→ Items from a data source
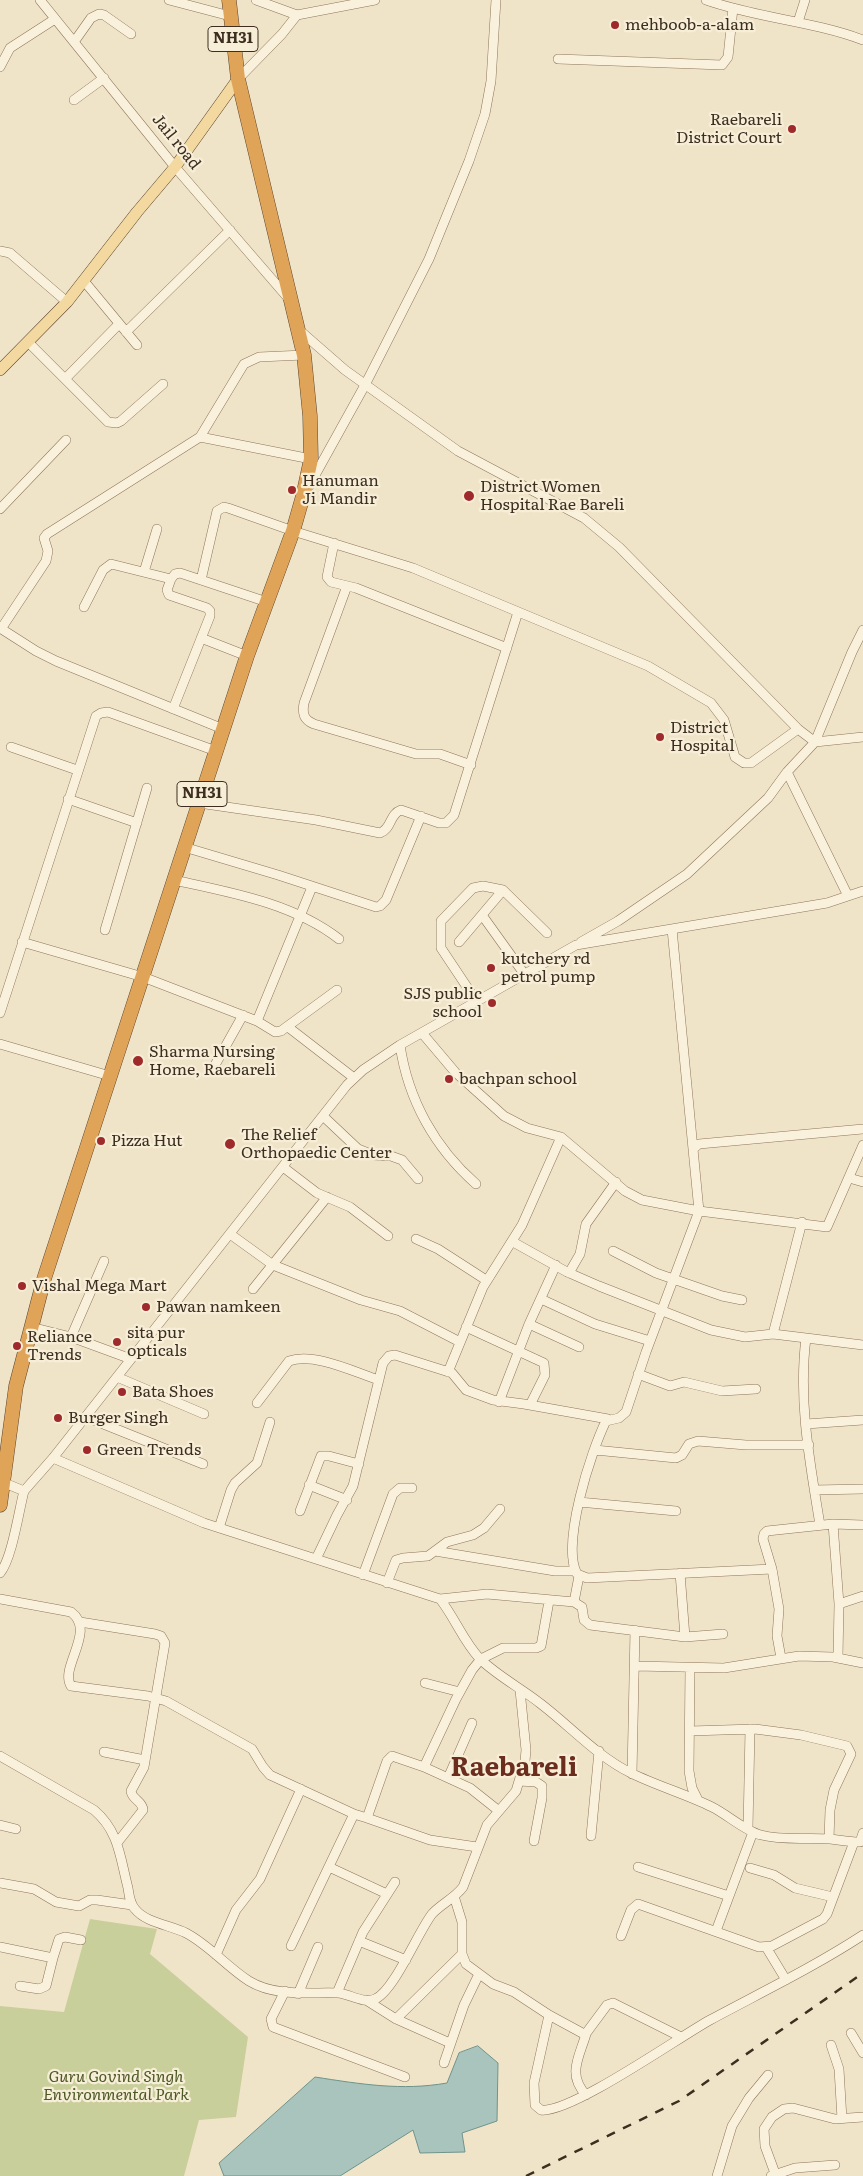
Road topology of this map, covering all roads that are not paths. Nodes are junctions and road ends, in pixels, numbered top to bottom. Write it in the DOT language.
graph roads {
  1 [pos="40,0"];
  2 [pos="169,0"];
  3 [pos="229,0"];
  4 [pos="256,0"];
  5 [pos="375,0"];
  6 [pos="496,0"];
  7 [pos="706,0"];
  8 [pos="805,0"];
  9 [pos="732,8"];
  10 [pos="297,15"];
  11 [pos="230,16"];
  12 [pos="55,19"];
  13 [pos="798,22"];
  14 [pos="131,34"];
  15 [pos="863,40"];
  16 [pos="74,42"];
  17 [pos="10,48"];
  18 [pos="0,53"];
  19 [pos="558,58"];
  20 [pos="0,66"];
  21 [pos="104,78"];
  22 [pos="238,79"];
  23 [pos="74,100"];
  24 [pos="176,167"];
  25 [pos="230,230"];
  26 [pos="0,251"];
  27 [pos="84,281"];
  28 [pos="67,302"];
  29 [pos="291,302"];
  30 [pos="119,324"];
  31 [pos="298,329"];
  32 [pos="126,332"];
  33 [pos="29,343"];
  34 [pos="137,345"];
  35 [pos="304,355"];
  36 [pos="0,370"];
  37 [pos="65,379"];
  38 [pos="163,384"];
  39 [pos="365,385"];
  40 [pos="200,437"];
  41 [pos="66,440"];
  42 [pos="311,459"];
  43 [pos="303,496"];
  44 [pos="0,509"];
  45 [pos="157,529"];
  46 [pos="293,531"];
  47 [pos="334,543"];
  48 [pos="144,572"];
  49 [pos="172,579"];
  50 [pos="201,580"];
  51 [pos="347,586"];
  52 [pos="267,602"];
  53 [pos="84,608"];
  54 [pos="518,612"];
  55 [pos="1,629"];
  56 [pos="863,630"];
  57 [pos="201,638"];
  58 [pos="507,648"];
  59 [pos="247,656"];
  60 [pos="172,709"];
  61 [pos="223,729"];
  62 [pos="798,729"];
  63 [pos="863,737"];
  64 [pos="815,742"];
  65 [pos="11,747"];
  66 [pos="216,751"];
  67 [pos="471,765"];
  68 [pos="77,770"];
  69 [pos="787,772"];
  70 [pos="147,788"];
  71 [pos="68,799"];
  72 [pos="199,803"];
  73 [pos="421,816"];
  74 [pos="137,823"];
  75 [pos="184,847"];
  76 [pos="174,880"];
  77 [pos="312,887"];
  78 [pos="503,890"];
  79 [pos="863,891"];
  80 [pos="848,896"];
  81 [pos="482,915"];
  82 [pos="300,916"];
  83 [pos="672,928"];
  84 [pos="105,930"];
  85 [pos="547,933"];
  86 [pos="339,939"];
  87 [pos="22,942"];
  88 [pos="458,942"];
  89 [pos="576,946"];
  90 [pos="524,975"];
  91 [pos="143,977"];
  92 [pos="337,990"];
  93 [pos="477,1002"];
  94 [pos="0,1014"];
  95 [pos="243,1015"];
  96 [pos="257,1021"];
  97 [pos="288,1027"];
  98 [pos="422,1033"];
  99 [pos="0,1044"];
  100 [pos="400,1045"];
  101 [pos="215,1065"];
  102 [pos="110,1076"];
  103 [pos="354,1078"];
  104 [pos="323,1116"];
  105 [pos="863,1129"];
  106 [pos="561,1137"];
  107 [pos="863,1145"];
  108 [pos="693,1149"];
  109 [pos="282,1167"];
  110 [pos="849,1178"];
  111 [pos="418,1179"];
  112 [pos="616,1182"];
  113 [pos="863,1182"];
  114 [pos="476,1184"];
  115 [pos="327,1197"];
  116 [pos="700,1210"];
  117 [pos="802,1222"];
  118 [pos="230,1234"];
  119 [pos="388,1236"];
  120 [pos="416,1239"];
  121 [pos="513,1242"];
  122 [pos="613,1251"];
  123 [pos="104,1260"];
  124 [pos="273,1265"];
  125 [pos="556,1265"];
  126 [pos="569,1273"];
  127 [pos="673,1279"];
  128 [pos="486,1280"];
  129 [pos="253,1289"];
  130 [pos="541,1298"];
  131 [pos="742,1300"];
  132 [pos="661,1312"];
  133 [pos="529,1324"];
  134 [pos="31,1327"];
  135 [pos="466,1327"];
  136 [pos="773,1334"];
  137 [pos="71,1337"];
  138 [pos="806,1338"];
  139 [pos="650,1341"];
  140 [pos="460,1342"];
  141 [pos="863,1345"];
  142 [pos="579,1347"];
  143 [pos="519,1350"];
  144 [pos="132,1359"];
  145 [pos="448,1372"];
  146 [pos="638,1374"];
  147 [pos="117,1377"];
  148 [pos="379,1380"];
  149 [pos="756,1389"];
  150 [pos="499,1402"];
  151 [pos="257,1403"];
  152 [pos="530,1404"];
  153 [pos="204,1414"];
  154 [pos="86,1417"];
  155 [pos="608,1419"];
  156 [pos="863,1420"];
  157 [pos="270,1422"];
  158 [pos="806,1424"];
  159 [pos="809,1445"];
  160 [pos="595,1450"];
  161 [pos="53,1458"];
  162 [pos="203,1464"];
  163 [pos="359,1464"];
  164 [pos="2,1482"];
  165 [pos="309,1485"];
  166 [pos="412,1488"];
  167 [pos="863,1489"];
  168 [pos="814,1490"];
  169 [pos="24,1491"];
  170 [pos="347,1500"];
  171 [pos="579,1502"];
  172 [pos="0,1505"];
  173 [pos="500,1509"];
  174 [pos="300,1511"];
  175 [pos="676,1511"];
  176 [pos="833,1524"];
  177 [pos="820,1525"];
  178 [pos="863,1525"];
  179 [pos="219,1528"];
  180 [pos="435,1551"];
  181 [pos="316,1559"];
  182 [pos="772,1569"];
  183 [pos="0,1573"];
  184 [pos="577,1573"];
  185 [pos="680,1573"];
  186 [pos="363,1575"];
  187 [pos="387,1583"];
  188 [pos="863,1596"];
  189 [pos="0,1599"];
  190 [pos="440,1600"];
  191 [pos="549,1601"];
  192 [pos="574,1602"];
  193 [pos="840,1604"];
  194 [pos="80,1622"];
  195 [pos="635,1630"];
  196 [pos="723,1634"];
  197 [pos="686,1637"];
  198 [pos="781,1658"];
  199 [pos="838,1658"];
  200 [pos="481,1659"];
  201 [pos="863,1663"];
  202 [pos="636,1666"];
  203 [pos="690,1668"];
  204 [pos="425,1683"];
  205 [pos="520,1690"];
  206 [pos="460,1692"];
  207 [pos="156,1698"];
  208 [pos="472,1724"];
  209 [pos="750,1729"];
  210 [pos="690,1731"];
  211 [pos="599,1751"];
  212 [pos="104,1752"];
  213 [pos="0,1756"];
  214 [pos="145,1760"];
  215 [pos="424,1768"];
  216 [pos="632,1774"];
  217 [pos="448,1778"];
  218 [pos="519,1781"];
  219 [pos="301,1789"];
  220 [pos="698,1800"];
  221 [pos="499,1810"];
  222 [pos="354,1814"];
  223 [pos="367,1818"];
  224 [pos="0,1825"];
  225 [pos="16,1829"];
  226 [pos="750,1831"];
  227 [pos="863,1833"];
  228 [pos="592,1836"];
  229 [pos="829,1839"];
  230 [pos="534,1841"];
  231 [pos="859,1842"];
  232 [pos="117,1843"];
  233 [pos="476,1848"];
  234 [pos="329,1867"];
  235 [pos="638,1867"];
  236 [pos="750,1868"];
  237 [pos="395,1882"];
  238 [pos="0,1883"];
  239 [pos="387,1894"];
  240 [pos="454,1896"];
  241 [pos="729,1896"];
  242 [pos="833,1896"];
  243 [pos="132,1905"];
  244 [pos="716,1932"];
  245 [pos="863,1935"];
  246 [pos="622,1936"];
  247 [pos="81,1940"];
  248 [pos="359,1941"];
  249 [pos="291,1946"];
  250 [pos="318,1947"];
  251 [pos="766,1947"];
  252 [pos="0,1948"];
  253 [pos="462,1954"];
  254 [pos="216,1955"];
  255 [pos="53,1958"];
  256 [pos="406,1960"];
  257 [pos="479,1974"];
  258 [pos="786,1980"];
  259 [pos="20,1986"];
  260 [pos="286,1991"];
  261 [pos="337,1993"];
  262 [pos="298,1994"];
  263 [pos="366,2000"];
  264 [pos="549,2015"];
  265 [pos="396,2019"];
  266 [pos="851,2033"];
  267 [pos="586,2034"];
  268 [pos="681,2037"];
  269 [pos="450,2043"];
  270 [pos="831,2045"];
  271 [pos="863,2054"];
  272 [pos="444,2064"];
  273 [pos="768,2075"];
  274 [pos="405,2077"];
  275 [pos="586,2095"];
  276 [pos="863,2117"];
  277 [pos="842,2119"];
  278 [pos="835,2165"];
  279 [pos="774,2175"];
  280 [pos="717,2176"];
  1 -- 12 [label="street, Jail road"];
  2 -- 11 [label="street"];
  3 -- 11 [label="highway, NH31"];
  4 -- 10 [label="street"];
  5 -- 10 [label="street"];
  6 -- 39 [label="street"];
  7 -- 9 [label="street"];
  8 -- 13 [label="street"];
  9 -- 13 [label="street"];
  9 -- 19 [label="street"];
  10 -- 22 [label="street"];
  11 -- 22 [label="highway, NH31"];
  12 -- 16 [label="street, Jail road"];
  12 -- 17 [label="street"];
  13 -- 15 [label="street"];
  14 -- 16 [label="street"];
  16 -- 21 [label="street, Jail road"];
  17 -- 18 [label="street"];
  17 -- 20 [label="street"];
  21 -- 23 [label="street"];
  21 -- 24 [label="street, Jail road"];
  22 -- 24 [label="main road"];
  22 -- 29 [label="highway, NH31"];
  24 -- 25 [label="street, Jail road"];
  24 -- 27 [label="main road"];
  25 -- 29 [label="street, Jail road"];
  25 -- 32 [label="street"];
  26 -- 28 [label="street"];
  27 -- 28 [label="main road"];
  27 -- 30 [label="street"];
  28 -- 33 [label="main road"];
  29 -- 31 [label="highway, NH31"];
  30 -- 32 [label="street"];
  30 -- 37 [label="street"];
  31 -- 35 [label="highway, NH31"];
  31 -- 39 [label="street"];
  32 -- 34 [label="street"];
  33 -- 36 [label="main road"];
  33 -- 37 [label="street"];
  35 -- 40 [label="street"];
  35 -- 42 [label="highway, NH31"];
  37 -- 38 [label="street"];
  39 -- 43 [label="street"];
  39 -- 62 [label="street"];
  40 -- 42 [label="street"];
  40 -- 55 [label="street"];
  41 -- 44 [label="street"];
  42 -- 43 [label="highway, NH31"];
  43 -- 46 [label="highway, NH31"];
  45 -- 48 [label="street"];
  46 -- 47 [label="street"];
  46 -- 50 [label="street"];
  46 -- 52 [label="highway, NH31"];
  47 -- 51 [label="street"];
  47 -- 54 [label="street"];
  48 -- 49 [label="street"];
  48 -- 53 [label="street"];
  49 -- 50 [label="street"];
  49 -- 57 [label="street"];
  50 -- 52 [label="street"];
  51 -- 58 [label="street"];
  51 -- 67 [label="street"];
  52 -- 59 [label="highway, NH31"];
  54 -- 58 [label="street"];
  54 -- 62 [label="street"];
  55 -- 60 [label="street"];
  56 -- 64 [label="street"];
  57 -- 59 [label="street"];
  57 -- 60 [label="street"];
  58 -- 67 [label="street"];
  59 -- 61 [label="highway, NH31"];
  60 -- 61 [label="street"];
  61 -- 66 [label="highway, NH31"];
  62 -- 64 [label="street"];
  63 -- 64 [label="street"];
  64 -- 69 [label="street"];
  65 -- 68 [label="street"];
  66 -- 68 [label="street"];
  66 -- 72 [label="highway, NH31"];
  67 -- 73 [label="street"];
  68 -- 71 [label="street"];
  69 -- 80 [label="street"];
  69 -- 89 [label="street"];
  70 -- 74 [label="street"];
  71 -- 74 [label="street"];
  71 -- 87 [label="street"];
  72 -- 73 [label="street"];
  72 -- 75 [label="highway, NH31"];
  73 -- 77 [label="street"];
  74 -- 84 [label="street"];
  75 -- 76 [label="highway, NH31"];
  75 -- 77 [label="street"];
  76 -- 82 [label="street"];
  76 -- 91 [label="highway, NH31"];
  77 -- 82 [label="street"];
  78 -- 81 [label="street"];
  78 -- 85 [label="street"];
  78 -- 93 [label="street"];
  79 -- 80 [label="street"];
  80 -- 83 [label="street"];
  81 -- 88 [label="street"];
  81 -- 90 [label="street"];
  82 -- 86 [label="street"];
  82 -- 96 [label="street"];
  83 -- 89 [label="street"];
  83 -- 108 [label="street"];
  87 -- 91 [label="street"];
  87 -- 94 [label="street"];
  89 -- 90 [label="street"];
  90 -- 93 [label="street"];
  91 -- 95 [label="street"];
  91 -- 102 [label="highway, NH31"];
  92 -- 97 [label="street"];
  93 -- 98 [label="street"];
  95 -- 96 [label="street"];
  95 -- 101 [label="street"];
  96 -- 97 [label="street"];
  97 -- 103 [label="street"];
  98 -- 100 [label="street"];
  98 -- 106 [label="street"];
  99 -- 102 [label="street"];
  100 -- 103 [label="street"];
  100 -- 114 [label="street"];
  102 -- 134 [label="highway, NH31"];
  103 -- 104 [label="street"];
  104 -- 109 [label="street"];
  104 -- 111 [label="street"];
  105 -- 108 [label="street"];
  106 -- 112 [label="street"];
  106 -- 121 [label="street"];
  107 -- 110 [label="street"];
  108 -- 116 [label="street"];
  109 -- 115 [label="street"];
  109 -- 118 [label="street"];
  110 -- 113 [label="street"];
  110 -- 117 [label="street"];
  112 -- 116 [label="street"];
  112 -- 126 [label="street"];
  115 -- 119 [label="street"];
  115 -- 124 [label="street"];
  116 -- 117 [label="street"];
  116 -- 127 [label="street"];
  117 -- 136 [label="street"];
  118 -- 124 [label="street"];
  118 -- 144 [label="street"];
  120 -- 128 [label="street"];
  121 -- 125 [label="street"];
  121 -- 128 [label="street"];
  122 -- 127 [label="street"];
  123 -- 137 [label="street"];
  124 -- 129 [label="street"];
  124 -- 140 [label="street"];
  125 -- 126 [label="street"];
  125 -- 130 [label="street"];
  126 -- 132 [label="street"];
  127 -- 131 [label="street"];
  127 -- 132 [label="street"];
  128 -- 135 [label="street"];
  130 -- 133 [label="street"];
  130 -- 139 [label="street"];
  132 -- 136 [label="street"];
  132 -- 139 [label="street"];
  133 -- 142 [label="street"];
  133 -- 143 [label="street"];
  134 -- 137 [label="street"];
  134 -- 164 [label="highway, NH31"];
  135 -- 140 [label="street"];
  135 -- 143 [label="street"];
  136 -- 138 [label="street"];
  137 -- 144 [label="street"];
  138 -- 141 [label="street"];
  138 -- 158 [label="street"];
  139 -- 146 [label="street"];
  140 -- 145 [label="street"];
  143 -- 150 [label="street"];
  143 -- 152 [label="street"];
  144 -- 147 [label="street"];
  145 -- 148 [label="street"];
  145 -- 150 [label="street"];
  146 -- 149 [label="street"];
  146 -- 155 [label="street"];
  147 -- 153 [label="street"];
  147 -- 154 [label="street"];
  148 -- 151 [label="street"];
  148 -- 163 [label="street"];
  150 -- 152 [label="street"];
  152 -- 155 [label="street"];
  154 -- 161 [label="street"];
  154 -- 162 [label="street"];
  155 -- 160 [label="street"];
  156 -- 158 [label="street"];
  157 -- 179 [label="street"];
  158 -- 159 [label="street"];
  159 -- 160 [label="street"];
  159 -- 168 [label="street"];
  160 -- 171 [label="street"];
  161 -- 169 [label="street"];
  161 -- 179 [label="street"];
  163 -- 165 [label="street"];
  163 -- 170 [label="street"];
  164 -- 169 [label="street"];
  164 -- 172 [label="highway, NH31"];
  165 -- 170 [label="street"];
  165 -- 174 [label="street"];
  166 -- 186 [label="street"];
  167 -- 168 [label="street"];
  168 -- 177 [label="street"];
  169 -- 183 [label="street"];
  170 -- 181 [label="street"];
  171 -- 175 [label="street"];
  171 -- 184 [label="street"];
  173 -- 180 [label="street"];
  176 -- 177 [label="street"];
  176 -- 178 [label="street"];
  176 -- 193 [label="street"];
  177 -- 182 [label="street"];
  179 -- 181 [label="street"];
  180 -- 184 [label="street"];
  180 -- 187 [label="street"];
  181 -- 186 [label="street"];
  182 -- 185 [label="street"];
  182 -- 198 [label="street"];
  184 -- 185 [label="street"];
  184 -- 192 [label="street"];
  185 -- 197 [label="street"];
  186 -- 187 [label="street"];
  187 -- 190 [label="street"];
  188 -- 193 [label="street"];
  189 -- 194 [label="street"];
  190 -- 191 [label="street"];
  190 -- 200 [label="street"];
  191 -- 192 [label="street"];
  191 -- 200 [label="street"];
  192 -- 195 [label="street"];
  193 -- 199 [label="street"];
  194 -- 207 [label="street"];
  194 -- 207 [label="street"];
  195 -- 197 [label="street"];
  195 -- 202 [label="street"];
  196 -- 197 [label="street"];
  198 -- 199 [label="street"];
  198 -- 203 [label="street"];
  199 -- 201 [label="street"];
  200 -- 205 [label="street"];
  200 -- 206 [label="street"];
  202 -- 203 [label="street"];
  202 -- 216 [label="street"];
  203 -- 210 [label="street"];
  204 -- 206 [label="street"];
  205 -- 211 [label="street"];
  205 -- 218 [label="street"];
  206 -- 215 [label="street"];
  207 -- 214 [label="street"];
  207 -- 219 [label="street"];
  208 -- 217 [label="street"];
  209 -- 210 [label="street"];
  209 -- 226 [label="street"];
  209 -- 229 [label="street"];
  210 -- 220 [label="street"];
  211 -- 216 [label="street"];
  211 -- 228 [label="street"];
  212 -- 214 [label="street"];
  213 -- 232 [label="street"];
  214 -- 232 [label="street"];
  215 -- 217 [label="street"];
  215 -- 223 [label="street"];
  216 -- 220 [label="street"];
  217 -- 221 [label="street"];
  218 -- 221 [label="street"];
  218 -- 230 [label="street"];
  219 -- 222 [label="street"];
  219 -- 254 [label="street"];
  220 -- 226 [label="street"];
  221 -- 233 [label="street"];
  222 -- 223 [label="street"];
  222 -- 234 [label="street"];
  223 -- 233 [label="street"];
  224 -- 225 [label="street"];
  226 -- 229 [label="street"];
  226 -- 241 [label="street"];
  227 -- 231 [label="street"];
  229 -- 231 [label="street"];
  231 -- 242 [label="street"];
  232 -- 243 [label="street"];
  233 -- 240 [label="street"];
  234 -- 239 [label="street"];
  234 -- 249 [label="street"];
  235 -- 241 [label="street"];
  236 -- 242 [label="street"];
  237 -- 239 [label="street"];
  238 -- 243 [label="street"];
  239 -- 248 [label="street"];
  240 -- 253 [label="street"];
  240 -- 256 [label="street"];
  241 -- 244 [label="street"];
  242 -- 251 [label="street"];
  243 -- 254 [label="street"];
  244 -- 246 [label="street"];
  244 -- 251 [label="street"];
  245 -- 258 [label="street"];
  247 -- 255 [label="street"];
  248 -- 256 [label="street"];
  248 -- 261 [label="street"];
  250 -- 262 [label="street"];
  251 -- 258 [label="street"];
  252 -- 255 [label="street"];
  253 -- 257 [label="street"];
  253 -- 265 [label="street"];
  254 -- 260 [label="street"];
  255 -- 259 [label="street"];
  256 -- 263 [label="street"];
  257 -- 264 [label="street"];
  257 -- 269 [label="street"];
  258 -- 268 [label="street"];
  260 -- 262 [label="street"];
  260 -- 274 [label="street"];
  261 -- 262 [label="street"];
  261 -- 263 [label="street"];
  263 -- 265 [label="street"];
  264 -- 267 [label="street"];
  264 -- 275 [label="street"];
  265 -- 269 [label="street"];
  266 -- 271 [label="street"];
  267 -- 268 [label="street"];
  267 -- 275 [label="street"];
  268 -- 275 [label="street"];
  269 -- 272 [label="street"];
  270 -- 277 [label="street"];
  273 -- 280 [label="street"];
  276 -- 277 [label="street"];
  277 -- 279 [label="street"];
  278 -- 279 [label="street"];
}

→ Task directions
Copy, from the lines above, each one that holds "roads".

→ Exercise result
Road topology of this map, covering all roads that are not paths. Nodes are junctions and road ends, in pixels, numbered top to bottom. Write it in the DOT language.
graph roads {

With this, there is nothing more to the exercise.